Work item » When a picture appears among the records, leave it out, and copy all else exactly.

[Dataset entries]
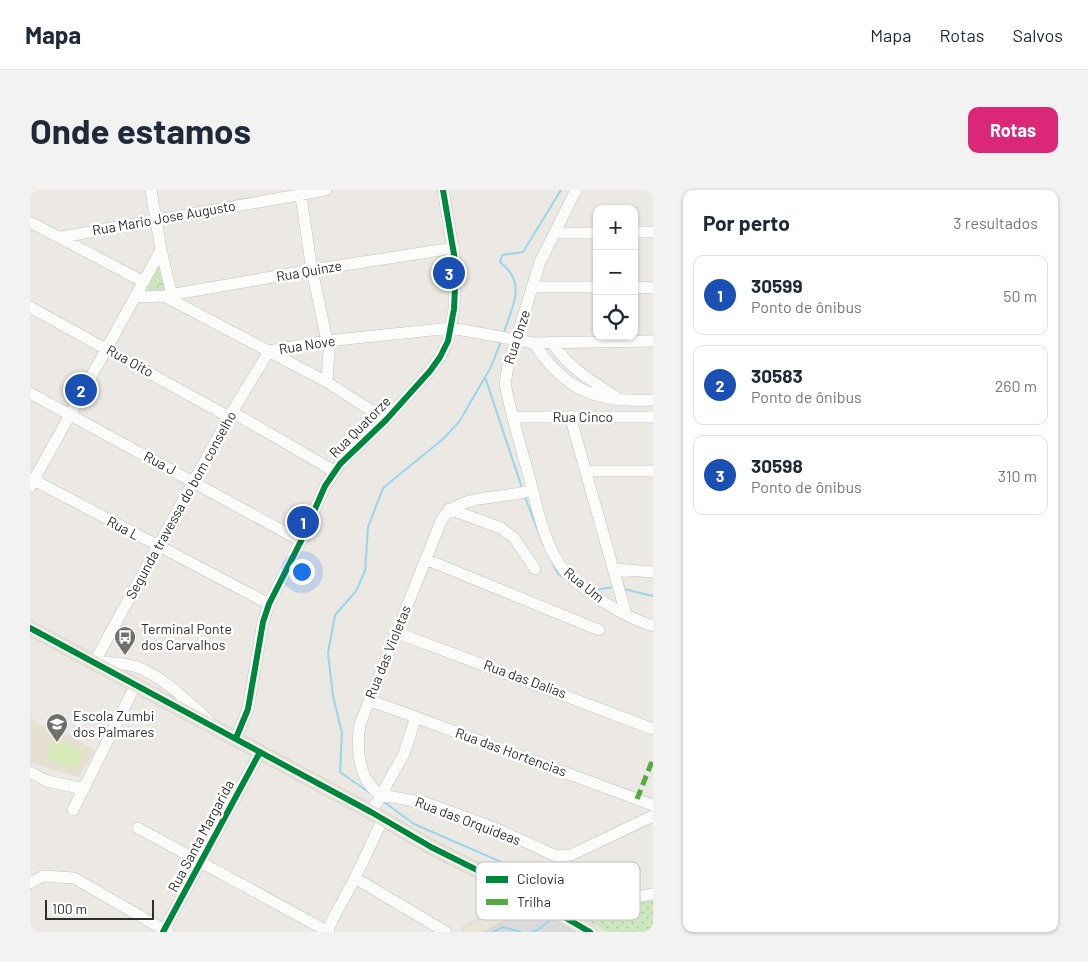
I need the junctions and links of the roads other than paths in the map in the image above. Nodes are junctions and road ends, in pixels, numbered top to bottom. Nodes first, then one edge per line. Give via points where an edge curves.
1 (151, 190) edge
2 (326, 190) edge
3 (443, 190) edge
4 (576, 190) edge
5 (300, 192) edge
6 (156, 219) junction
7 (30, 222) edge
8 (593, 232) edge
9 (638, 232) edge
10 (653, 232) edge
11 (555, 233) junction
12 (62, 237) junction
13 (454, 248) junction
14 (161, 250) junction
15 (312, 270) junction
16 (144, 282) junction
17 (532, 287) junction
18 (593, 287) edge
19 (638, 287) edge
20 (653, 288) edge
21 (168, 296) junction
22 (137, 297) junction
23 (30, 307) edge
24 (451, 328) junction
25 (517, 339) junction
26 (327, 341) junction
27 (653, 341) edge
28 (552, 342) junction
29 (534, 343) junction
30 (108, 349) junction
31 (269, 351) junction
32 (328, 382) junction
33 (30, 393) edge
34 (621, 400) junction
35 (653, 400) edge
36 (70, 415) junction
37 (231, 415) junction
38 (570, 416) junction
39 (513, 417) junction
40 (653, 417) edge
41 (386, 420) junction
42 (334, 471) junction
43 (587, 471) junction
44 (653, 471) edge
45 (31, 482) edge
46 (194, 482) junction
47 (528, 492) junction
48 (449, 509) junction
49 (300, 542) junction
50 (158, 547) junction
51 (425, 559) junction
52 (535, 569) dead end
53 (614, 569) junction
54 (653, 572) edge
55 (269, 604) junction
56 (626, 614) junction
57 (653, 626) edge
58 (30, 628) edge
59 (599, 630) dead end
60 (395, 632) junction
61 (95, 661) junction
62 (136, 684) junction
63 (369, 700) junction
64 (416, 717) junction
65 (217, 728) junction
66 (653, 729) edge
67 (236, 738) junction
68 (260, 752) junction
69 (30, 772) edge
70 (84, 789) junction
71 (381, 794) junction
72 (653, 805) edge
73 (73, 810) dead end
74 (377, 815) junction
75 (653, 816) edge
76 (138, 828) dead end
77 (201, 863) junction
78 (476, 870) edge
79 (355, 878) junction
80 (30, 883) edge
81 (653, 894) edge
82 (640, 896) edge
83 (488, 920) edge
84 (571, 921) edge
85 (165, 931) edge
86 (327, 932) edge
87 (446, 932) edge
88 (469, 932) edge
89 (590, 932) edge

1 - 6 street
2 - 5 street, Rua Mario Jose Augusto
3 - 13 street, Rua Quatorze
4 - 11 street, Rua Onze
5 - 6 street, Rua Mario Jose Augusto
5 - 15 street
6 - 12 street, Rua Mario Jose Augusto
6 - 14 street
7 - 12 street
8 - 11 street
9 - 10 street
11 - 17 street, Rua Onze
12 - 16 street
13 - 15 street, Rua Quinze
13 - 24 street, Rua Quatorze via 457,288
14 - 16 street
14 - 21 street
15 - 21 street, Rua Quinze
15 - 26 street
16 - 22 street
17 - 18 street
17 - 25 street, Rua Onze
19 - 20 street
21 - 22 street, Rua Quinze
21 - 31 street
22 - 30 street
23 - 30 street, Rua Oito
24 - 25 street, Rua Nove
24 - 26 street, Rua Nove
24 - 41 street, Rua Quatorze via 440,357
25 - 29 street, Rua Nove
25 - 39 street, Rua Onze via 505,384
26 - 31 street, Rua Nove
26 - 32 street via 330,360
27 - 28 street, Rua Nove
28 - 29 street, Rua Nove
28 - 34 street via 586,377
29 - 34 street via 543,358 570,384 583,392
30 - 36 street
30 - 37 street, Rua Oito
31 - 32 street, Rua Nove
31 - 37 street, Segunda travessa do bom conselho
32 - 41 street, Rua Nove
33 - 36 street, Rua J
34 - 35 street
36 - 45 street
36 - 46 street, Rua J
37 - 42 street, Rua Oito
37 - 46 street, Segunda travessa do bom conselho
38 - 39 street, Rua Cinco
38 - 40 street, Rua Cinco
38 - 43 street
39 - 47 street, Rua Onze
41 - 42 street, Rua Quatorze
42 - 49 street, Rua Quatorze
43 - 44 street
43 - 53 street
45 - 50 street, Rua L
46 - 49 street, Rua J
46 - 50 street, Segunda travessa do bom conselho
47 - 48 street via 477,499
47 - 56 street, Rua Um via 561,567
48 - 51 street, Rua das Violetas
48 - 52 street via 501,528 514,538
49 - 55 street, Rua Quatorze
50 - 55 street, Rua L
50 - 61 street, Segunda travessa do bom conselho
51 - 59 street
51 - 60 street, Rua das Violetas
53 - 54 street
53 - 56 street
55 - 67 street, Rua Quatorze via 248,709
56 - 57 street, Rua Um
58 - 61 main road
60 - 63 street, Rua das Violetas
60 - 66 street, Rua das Dalias
61 - 62 main road
61 - 65 street via 134,666 171,687
62 - 65 main road
62 - 70 street
63 - 64 street, Rua das Hortencias
63 - 71 street, Rua das Violetas via 360,724 358,747 369,784
64 - 71 street via 404,754
64 - 72 street, Rua das Hortencias
65 - 67 main road
67 - 68 main road
68 - 74 main road
68 - 77 street, Rua Santa Margarida
69 - 70 street via 47,781
70 - 73 street
71 - 74 street
71 - 75 street, Rua das Orquideas via 426,803 497,829 556,856 571,854
74 - 78 main road
74 - 79 street
76 - 77 street
77 - 85 street, Rua Santa Margarida
77 - 86 street
79 - 86 street
79 - 87 street
80 - 85 street via 43,876 74,878
81 - 82 street
83 - 88 main road
84 - 89 main road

Answer »
I need the junctions and links of the roads other than paths in the map in the image above. Nodes are junctions and road ends, in pixels, numbered top to bottom. Nodes first, then one edge per line. Give via points where an edge curves.
1 (151, 190) edge
2 (326, 190) edge
3 (443, 190) edge
4 (576, 190) edge
5 (300, 192) edge
6 (156, 219) junction
7 (30, 222) edge
8 (593, 232) edge
9 (638, 232) edge
10 (653, 232) edge
11 (555, 233) junction
12 (62, 237) junction
13 (454, 248) junction
14 (161, 250) junction
15 (312, 270) junction
16 (144, 282) junction
17 (532, 287) junction
18 (593, 287) edge
19 (638, 287) edge
20 (653, 288) edge
21 (168, 296) junction
22 (137, 297) junction
23 (30, 307) edge
24 (451, 328) junction
25 (517, 339) junction
26 (327, 341) junction
27 (653, 341) edge
28 (552, 342) junction
29 (534, 343) junction
30 (108, 349) junction
31 (269, 351) junction
32 (328, 382) junction
33 (30, 393) edge
34 (621, 400) junction
35 (653, 400) edge
36 (70, 415) junction
37 (231, 415) junction
38 (570, 416) junction
39 (513, 417) junction
40 (653, 417) edge
41 (386, 420) junction
42 (334, 471) junction
43 (587, 471) junction
44 (653, 471) edge
45 (31, 482) edge
46 (194, 482) junction
47 (528, 492) junction
48 (449, 509) junction
49 (300, 542) junction
50 (158, 547) junction
51 (425, 559) junction
52 (535, 569) dead end
53 (614, 569) junction
54 (653, 572) edge
55 (269, 604) junction
56 (626, 614) junction
57 (653, 626) edge
58 (30, 628) edge
59 (599, 630) dead end
60 (395, 632) junction
61 (95, 661) junction
62 (136, 684) junction
63 (369, 700) junction
64 (416, 717) junction
65 (217, 728) junction
66 (653, 729) edge
67 (236, 738) junction
68 (260, 752) junction
69 (30, 772) edge
70 (84, 789) junction
71 (381, 794) junction
72 (653, 805) edge
73 (73, 810) dead end
74 (377, 815) junction
75 (653, 816) edge
76 (138, 828) dead end
77 (201, 863) junction
78 (476, 870) edge
79 (355, 878) junction
80 (30, 883) edge
81 (653, 894) edge
82 (640, 896) edge
83 (488, 920) edge
84 (571, 921) edge
85 (165, 931) edge
86 (327, 932) edge
87 (446, 932) edge
88 (469, 932) edge
89 (590, 932) edge

1 - 6 street
2 - 5 street, Rua Mario Jose Augusto
3 - 13 street, Rua Quatorze
4 - 11 street, Rua Onze
5 - 6 street, Rua Mario Jose Augusto
5 - 15 street
6 - 12 street, Rua Mario Jose Augusto
6 - 14 street
7 - 12 street
8 - 11 street
9 - 10 street
11 - 17 street, Rua Onze
12 - 16 street
13 - 15 street, Rua Quinze
13 - 24 street, Rua Quatorze via 457,288
14 - 16 street
14 - 21 street
15 - 21 street, Rua Quinze
15 - 26 street
16 - 22 street
17 - 18 street
17 - 25 street, Rua Onze
19 - 20 street
21 - 22 street, Rua Quinze
21 - 31 street
22 - 30 street
23 - 30 street, Rua Oito
24 - 25 street, Rua Nove
24 - 26 street, Rua Nove
24 - 41 street, Rua Quatorze via 440,357
25 - 29 street, Rua Nove
25 - 39 street, Rua Onze via 505,384
26 - 31 street, Rua Nove
26 - 32 street via 330,360
27 - 28 street, Rua Nove
28 - 29 street, Rua Nove
28 - 34 street via 586,377
29 - 34 street via 543,358 570,384 583,392
30 - 36 street
30 - 37 street, Rua Oito
31 - 32 street, Rua Nove
31 - 37 street, Segunda travessa do bom conselho
32 - 41 street, Rua Nove
33 - 36 street, Rua J
34 - 35 street
36 - 45 street
36 - 46 street, Rua J
37 - 42 street, Rua Oito
37 - 46 street, Segunda travessa do bom conselho
38 - 39 street, Rua Cinco
38 - 40 street, Rua Cinco
38 - 43 street
39 - 47 street, Rua Onze
41 - 42 street, Rua Quatorze
42 - 49 street, Rua Quatorze
43 - 44 street
43 - 53 street
45 - 50 street, Rua L
46 - 49 street, Rua J
46 - 50 street, Segunda travessa do bom conselho
47 - 48 street via 477,499
47 - 56 street, Rua Um via 561,567
48 - 51 street, Rua das Violetas
48 - 52 street via 501,528 514,538
49 - 55 street, Rua Quatorze
50 - 55 street, Rua L
50 - 61 street, Segunda travessa do bom conselho
51 - 59 street
51 - 60 street, Rua das Violetas
53 - 54 street
53 - 56 street
55 - 67 street, Rua Quatorze via 248,709
56 - 57 street, Rua Um
58 - 61 main road
60 - 63 street, Rua das Violetas
60 - 66 street, Rua das Dalias
61 - 62 main road
61 - 65 street via 134,666 171,687
62 - 65 main road
62 - 70 street
63 - 64 street, Rua das Hortencias
63 - 71 street, Rua das Violetas via 360,724 358,747 369,784
64 - 71 street via 404,754
64 - 72 street, Rua das Hortencias
65 - 67 main road
67 - 68 main road
68 - 74 main road
68 - 77 street, Rua Santa Margarida
69 - 70 street via 47,781
70 - 73 street
71 - 74 street
71 - 75 street, Rua das Orquideas via 426,803 497,829 556,856 571,854
74 - 78 main road
74 - 79 street
76 - 77 street
77 - 85 street, Rua Santa Margarida
77 - 86 street
79 - 86 street
79 - 87 street
80 - 85 street via 43,876 74,878
81 - 82 street
83 - 88 main road
84 - 89 main road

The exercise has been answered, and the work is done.